BookLens | Devlog #1

Project: BookLens

Towards a prettier Goodreads. Picking tools, building backends, and giving up on sending E-mails because I ain't got it in me.

October 6, 2024 · 1650 words · 8 min read

#frontend #serverless #sveltekit

The Inspiration

I’ve been a Goodreads user for many years, and while I’ve tried alternatives like StoryGraph, I’ve found myself coming back to Goodreads because it does make it easy to track books.

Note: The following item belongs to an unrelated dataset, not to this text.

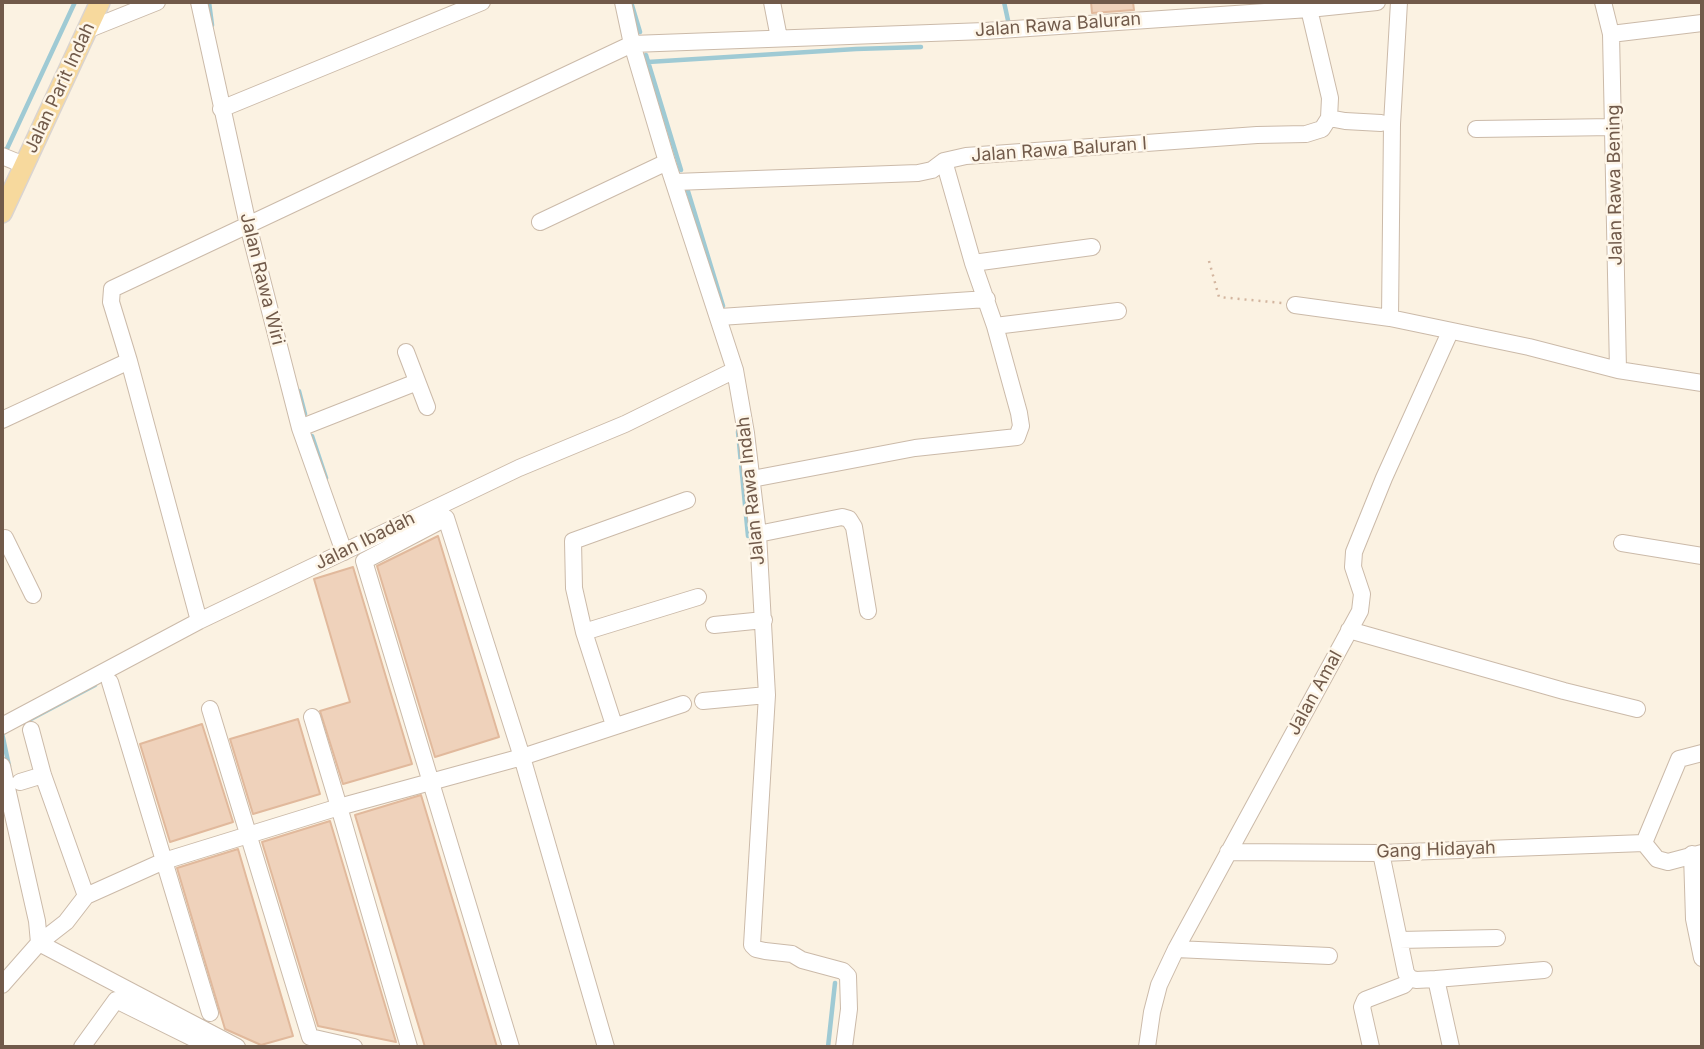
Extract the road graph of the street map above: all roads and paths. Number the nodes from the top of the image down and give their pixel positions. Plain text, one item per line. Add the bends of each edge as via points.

On topic, really, there’s just one thing I’ve wanted from Goodreads and that’s an easier way to showcase the books I’ve read. Seeing what a person is reading is such a great way to get know them. It’s really a kind of lens into their lives.

Getting Started

I decided to jump right in and start building the frontend. After all, I had access to my own Goodreads export. It would be a solid start to figure out how to parse and display that one CSV instead of thinking about file uploads, storage, and other shenanigans.

Since typescript was what I am most familiar with, I decided to go with Svelte as my framework of choice for the frontend. I’ve used React previously, and Svelte seems to be the new hot thing, so I thought I’d give it a shot.

I immediately got caught up in the Monorepo trap though. In the sense that I was spending a lot more time trying to set up the foundation for my code (pnpm with SvelteKit) instead of just… writing the code itself. A quick rm -rf later, I used the default SvelteKit create command and could finally could get started.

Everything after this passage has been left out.